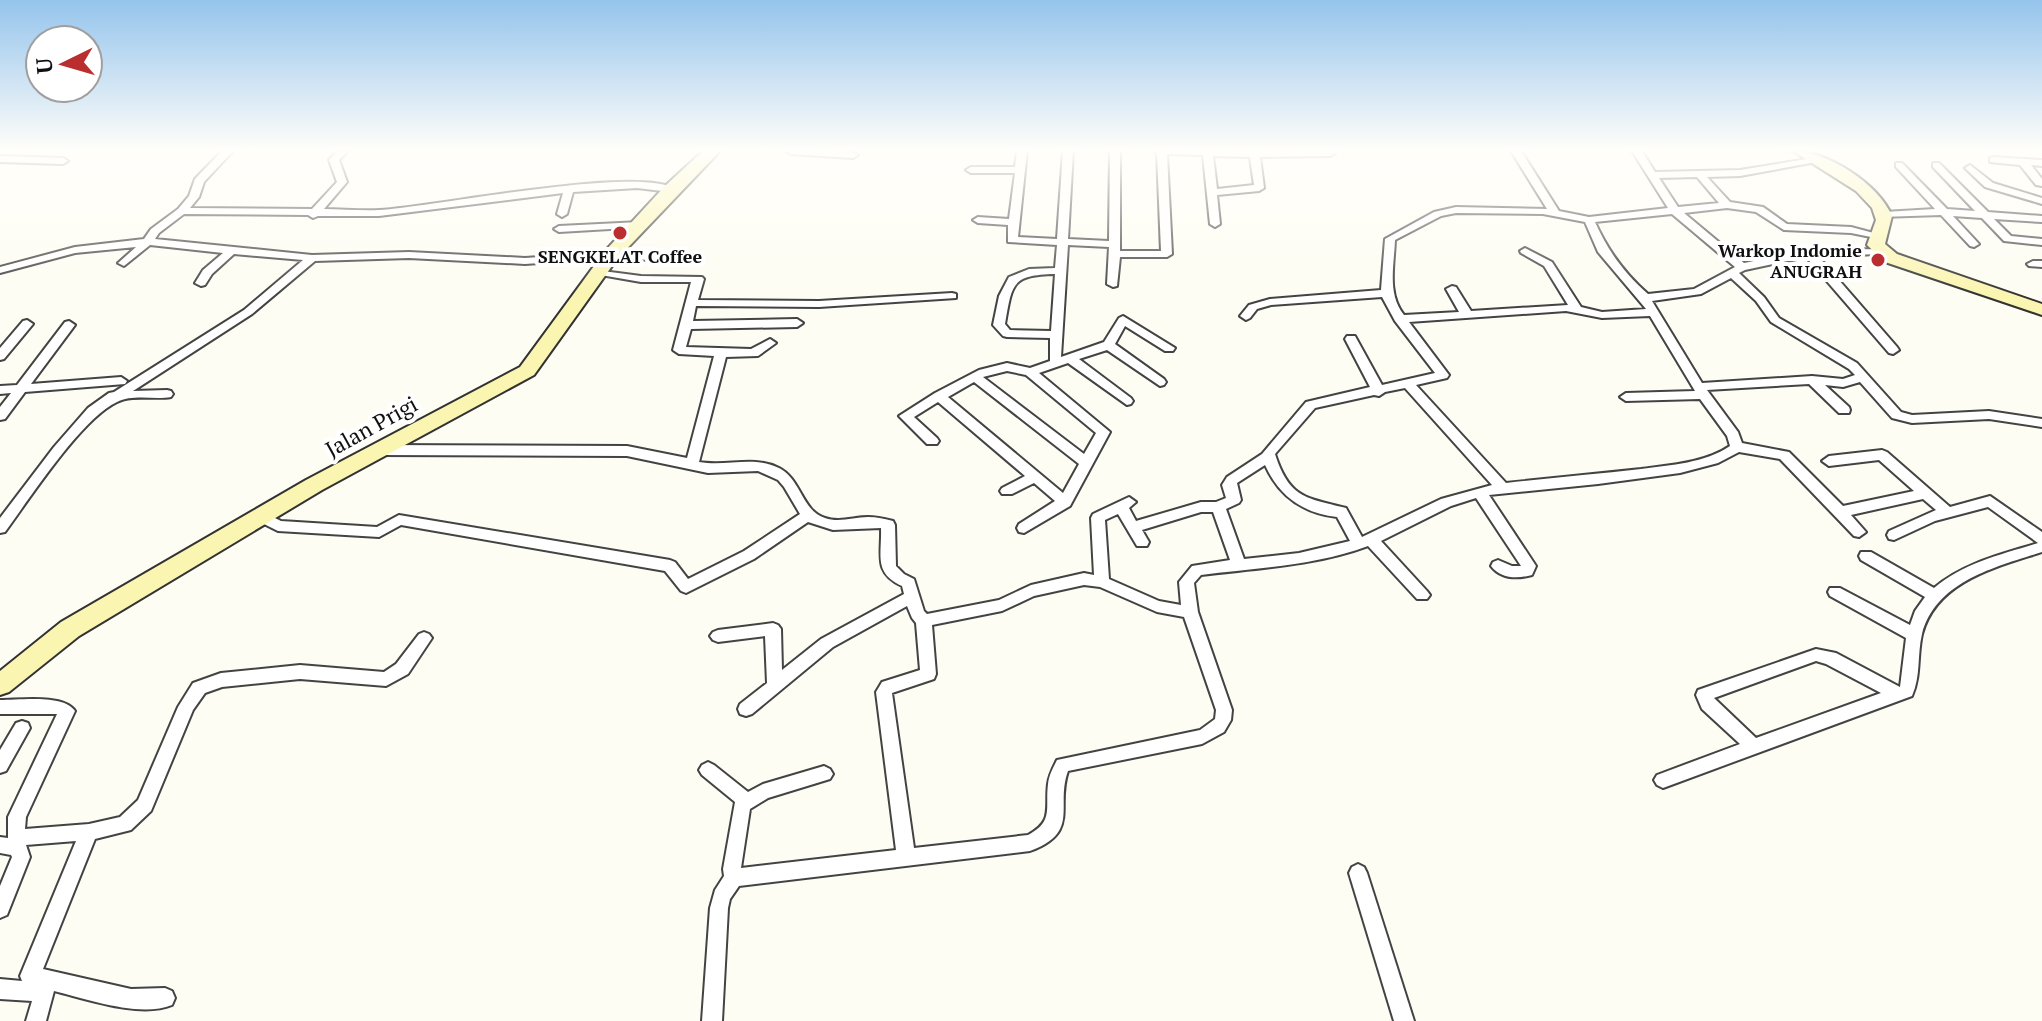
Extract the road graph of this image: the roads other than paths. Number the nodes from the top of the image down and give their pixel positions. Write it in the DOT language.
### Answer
graph roads {
  1 [pos="193,199"];
  2 [pos="327,199"];
  3 [pos="488,199"];
  4 [pos="566,199"];
  5 [pos="663,199"];
  6 [pos="1016,199"];
  7 [pos="1065,199"];
  8 [pos="1115,199"];
  9 [pos="1164,199"];
  10 [pos="1213,199"];
  11 [pos="1546,199"];
  12 [pos="1667,199"];
  13 [pos="1721,199"];
  14 [pos="1868,199"];
  15 [pos="1930,199"];
  16 [pos="1970,199"];
  17 [pos="2006,199"];
  18 [pos="457,202"];
  19 [pos="1727,205"];
  20 [pos="182,211"];
  21 [pos="1675,211"];
  22 [pos="1554,212"];
  23 [pos="1943,212"];
  24 [pos="1984,213"];
  25 [pos="562,214"];
  26 [pos="313,215"];
  27 [pos="1884,215"];
  28 [pos="2022,215"];
  29 [pos="2042,219"];
  30 [pos="450,220"];
  31 [pos="978,220"];
  32 [pos="1589,220"];
  33 [pos="1013,222"];
  34 [pos="1215,224"];
  35 [pos="640,225"];
  36 [pos="1813,228"];
  37 [pos="559,229"];
  38 [pos="148,242"];
  39 [pos="2042,242"];
  40 [pos="1063,243"];
  41 [pos="1879,244"];
  42 [pos="1974,244"];
  43 [pos="1114,249"];
  44 [pos="232,250"];
  45 [pos="1525,251"];
  46 [pos="1835,252"];
  47 [pos="1809,253"];
  48 [pos="312,258"];
  49 [pos="672,258"];
  50 [pos="124,263"];
  51 [pos="605,263"];
  52 [pos="0,270"];
  53 [pos="1738,270"];
  54 [pos="1059,271"];
  55 [pos="201,283"];
  56 [pos="1113,284"];
  57 [pos="1452,289"];
  58 [pos="1387,293"];
  59 [pos="952,296"];
  60 [pos="1645,298"];
  61 [pos="692,303"];
  62 [pos="1576,309"];
  63 [pos="2042,310"];
  64 [pos="1653,312"];
  65 [pos="1466,313"];
  66 [pos="1246,316"];
  67 [pos="1399,319"];
  68 [pos="797,323"];
  69 [pos="27,324"];
  70 [pos="69,325"];
  71 [pos="687,325"];
  72 [pos="1056,335"];
  73 [pos="1351,339"];
  74 [pos="770,343"];
  75 [pos="1108,345"];
  76 [pos="1169,348"];
  77 [pos="1893,350"];
  78 [pos="721,353"];
  79 [pos="0,356"];
  80 [pos="1071,359"];
  81 [pos="1055,360"];
  82 [pos="1030,372"];
  83 [pos="975,377"];
  84 [pos="1863,377"];
  85 [pos="1812,380"];
  86 [pos="121,381"];
  87 [pos="1160,382"];
  88 [pos="1409,385"];
  89 [pos="21,388"];
  90 [pos="0,390"];
  91 [pos="1701,391"];
  92 [pos="1379,392"];
  93 [pos="167,394"];
  94 [pos="113,396"];
  95 [pos="939,396"];
  96 [pos="1626,397"];
  97 [pos="1127,401"];
  98 [pos="1844,410"];
  99 [pos="0,416"];
  100 [pos="2042,423"];
  101 [pos="932,441"];
  102 [pos="1737,447"];
  103 [pos="377,450"];
  104 [pos="1268,456"];
  105 [pos="1829,461"];
  106 [pos="1086,462"];
  107 [pos="692,464"];
  108 [pos="1036,476"];
  109 [pos="1503,489"];
  110 [pos="1007,491"];
  111 [pos="1479,492"];
  112 [pos="1924,494"];
  113 [pos="1065,502"];
  114 [pos="1218,507"];
  115 [pos="1840,512"];
  116 [pos="1947,512"];
  117 [pos="809,515"];
  118 [pos="261,516"];
  119 [pos="1134,527"];
  120 [pos="0,528"];
  121 [pos="1024,528"];
  122 [pos="1859,532"];
  123 [pos="1894,535"];
  124 [pos="2042,539"];
  125 [pos="1142,542"];
  126 [pos="1365,542"];
  127 [pos="2042,547"];
  128 [pos="1866,556"];
  129 [pos="1239,565"];
  130 [pos="1498,566"];
  131 [pos="1102,582"];
  132 [pos="1835,592"];
  133 [pos="1933,594"];
  134 [pos="1422,595"];
  135 [pos="912,597"];
  136 [pos="1190,612"];
  137 [pos="924,621"];
  138 [pos="1914,635"];
  139 [pos="718,636"];
  140 [pos="424,638"];
  141 [pos="0,685"];
  142 [pos="775,686"];
  143 [pos="1897,694"];
  144 [pos="0,707"];
  145 [pos="746,709"];
  146 [pos="22,728"];
  147 [pos="1753,746"];
  148 [pos="0,764"];
  149 [pos="708,770"];
  150 [pos="824,774"];
  151 [pos="1663,780"];
  152 [pos="747,801"];
  153 [pos="89,832"];
  154 [pos="0,845"];
  155 [pos="906,858"];
  156 [pos="1358,873"];
  157 [pos="734,878"];
  158 [pos="0,909"];
  159 [pos="0,989"];
  160 [pos="165,998"];
  161 [pos="36,1021"];
  162 [pos="712,1021"];
  163 [pos="1404,1021"];
  1 -- 20 [label="street"];
  2 -- 26 [label="street"];
  3 -- 18 [label="street"];
  4 -- 25 [label="street"];
  5 -- 35 [label="street, Jalan Prigi"];
  6 -- 33 [label="street"];
  7 -- 40 [label="street"];
  8 -- 43 [label="street"];
  9 -- 43 [label="street"];
  10 -- 34 [label="street"];
  11 -- 22 [label="street"];
  12 -- 21 [label="street"];
  13 -- 19 [label="street"];
  14 -- 27 [label="street"];
  15 -- 23 [label="street"];
  16 -- 24 [label="street"];
  17 -- 28 [label="street"];
  18 -- 26 [label="street"];
  18 -- 30 [label="street"];
  19 -- 21 [label="street"];
  19 -- 36 [label="street"];
  20 -- 26 [label="street"];
  20 -- 38 [label="street"];
  21 -- 32 [label="street"];
  21 -- 53 [label="street"];
  22 -- 32 [label="street"];
  22 -- 58 [label="street"];
  23 -- 24 [label="street"];
  23 -- 27 [label="street"];
  23 -- 42 [label="street"];
  24 -- 28 [label="street"];
  24 -- 39 [label="street"];
  27 -- 41 [label="street"];
  28 -- 29 [label="street"];
  31 -- 33 [label="street"];
  32 -- 60 [label="street"];
  33 -- 40 [label="street"];
  35 -- 37 [label="street"];
  35 -- 51 [label="street, Jalan Prigi"];
  36 -- 41 [label="street"];
  36 -- 46 [label="street"];
  38 -- 44 [label="street"];
  38 -- 50 [label="street"];
  38 -- 52 [label="street"];
  40 -- 43 [label="street"];
  40 -- 54 [label="street"];
  41 -- 46 [label="street"];
  41 -- 63 [label="street"];
  43 -- 56 [label="street"];
  44 -- 48 [label="street"];
  44 -- 55 [label="street"];
  45 -- 62 [label="street"];
  46 -- 47 [label="street"];
  47 -- 53 [label="street"];
  47 -- 77 [label="street"];
  48 -- 51 [label="street"];
  48 -- 94 [label="street"];
  49 -- 51 [label="street"];
  51 -- 61 [label="street"];
  51 -- 103 [label="street, Jalan Prigi"];
  53 -- 60 [label="street"];
  53 -- 84 [label="street"];
  54 -- 72 [label="street"];
  54 -- 72 [label="street"];
  57 -- 65 [label="street"];
  58 -- 66 [label="street"];
  58 -- 67 [label="street"];
  59 -- 61 [label="street"];
  60 -- 64 [label="street"];
  61 -- 71 [label="street"];
  62 -- 64 [label="street"];
  62 -- 65 [label="street"];
  64 -- 91 [label="street"];
  65 -- 67 [label="street"];
  67 -- 88 [label="street"];
  68 -- 71 [label="street"];
  69 -- 79 [label="street"];
  70 -- 89 [label="street"];
  71 -- 78 [label="street"];
  72 -- 81 [label="street"];
  73 -- 92 [label="street"];
  74 -- 78 [label="street"];
  75 -- 76 [label="street"];
  75 -- 80 [label="street"];
  75 -- 87 [label="street"];
  78 -- 107 [label="street"];
  80 -- 81 [label="street"];
  80 -- 97 [label="street"];
  81 -- 82 [label="street"];
  82 -- 83 [label="street"];
  82 -- 106 [label="street"];
  83 -- 95 [label="street"];
  83 -- 106 [label="street"];
  84 -- 85 [label="street"];
  84 -- 100 [label="street"];
  85 -- 91 [label="street"];
  85 -- 98 [label="street"];
  86 -- 89 [label="street"];
  88 -- 92 [label="street"];
  88 -- 109 [label="street"];
  89 -- 90 [label="street"];
  89 -- 99 [label="street"];
  91 -- 96 [label="street"];
  91 -- 102 [label="street"];
  92 -- 104 [label="street"];
  93 -- 94 [label="street"];
  94 -- 120 [label="street"];
  95 -- 101 [label="street"];
  95 -- 108 [label="street"];
  102 -- 109 [label="street"];
  102 -- 115 [label="street"];
  103 -- 107 [label="street"];
  103 -- 118 [label="street, Jalan Prigi"];
  104 -- 114 [label="street"];
  104 -- 126 [label="street"];
  105 -- 112 [label="street"];
  106 -- 113 [label="street"];
  107 -- 117 [label="street"];
  108 -- 110 [label="street"];
  108 -- 113 [label="street"];
  109 -- 111 [label="street"];
  111 -- 126 [label="street"];
  111 -- 130 [label="street"];
  112 -- 115 [label="street"];
  112 -- 116 [label="street"];
  113 -- 121 [label="street"];
  114 -- 119 [label="street"];
  114 -- 129 [label="street"];
  115 -- 122 [label="street"];
  116 -- 123 [label="street"];
  116 -- 124 [label="street"];
  117 -- 118 [label="street"];
  117 -- 135 [label="street"];
  118 -- 141 [label="street, Jalan Prigi"];
  119 -- 125 [label="street"];
  119 -- 131 [label="street"];
  126 -- 129 [label="street"];
  126 -- 134 [label="street"];
  127 -- 133 [label="street"];
  128 -- 133 [label="street"];
  129 -- 136 [label="street"];
  131 -- 136 [label="street"];
  131 -- 137 [label="street"];
  132 -- 138 [label="street"];
  133 -- 138 [label="street"];
  135 -- 137 [label="street"];
  135 -- 142 [label="street"];
  136 -- 155 [label="street"];
  137 -- 155 [label="street"];
  138 -- 143 [label="street"];
  139 -- 142 [label="street"];
  140 -- 153 [label="street"];
  142 -- 145 [label="street"];
  143 -- 147 [label="street"];
  143 -- 147 [label="street"];
  144 -- 153 [label="street"];
  146 -- 148 [label="street"];
  147 -- 151 [label="street"];
  149 -- 152 [label="street"];
  150 -- 152 [label="street"];
  152 -- 157 [label="street"];
  153 -- 160 [label="street"];
  154 -- 158 [label="street"];
  155 -- 157 [label="street"];
  156 -- 163 [label="street"];
  157 -- 162 [label="street"];
  159 -- 161 [label="street"];
}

______________________________

Exercise brief
Please say how many lines in the records contain the word "Prigi", and give only that number.

Answer to this problem
5